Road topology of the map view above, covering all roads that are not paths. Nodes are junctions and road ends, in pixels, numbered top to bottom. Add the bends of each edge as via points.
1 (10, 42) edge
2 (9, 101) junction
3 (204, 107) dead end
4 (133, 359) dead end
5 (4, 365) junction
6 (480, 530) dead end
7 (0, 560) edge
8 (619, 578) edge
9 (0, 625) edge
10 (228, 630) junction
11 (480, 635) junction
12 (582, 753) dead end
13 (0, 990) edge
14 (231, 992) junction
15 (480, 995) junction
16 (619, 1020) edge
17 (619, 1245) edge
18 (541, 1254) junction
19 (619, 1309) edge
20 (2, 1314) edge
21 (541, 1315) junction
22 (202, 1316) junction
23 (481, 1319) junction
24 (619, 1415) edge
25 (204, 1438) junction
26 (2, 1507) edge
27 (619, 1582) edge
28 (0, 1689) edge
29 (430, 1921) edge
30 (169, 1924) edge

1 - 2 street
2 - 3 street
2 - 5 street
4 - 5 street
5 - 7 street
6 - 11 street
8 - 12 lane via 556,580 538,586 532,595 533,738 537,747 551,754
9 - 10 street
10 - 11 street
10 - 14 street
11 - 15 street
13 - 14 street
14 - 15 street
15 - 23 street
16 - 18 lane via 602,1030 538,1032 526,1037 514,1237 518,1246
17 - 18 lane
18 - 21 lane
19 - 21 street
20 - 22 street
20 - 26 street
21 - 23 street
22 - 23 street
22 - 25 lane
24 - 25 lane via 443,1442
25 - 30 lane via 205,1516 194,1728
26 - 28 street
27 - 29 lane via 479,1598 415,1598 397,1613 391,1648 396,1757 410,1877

# Try it:
Please work out how many lines in the records hold the string "lane", and give only the number.

# Solution below:
8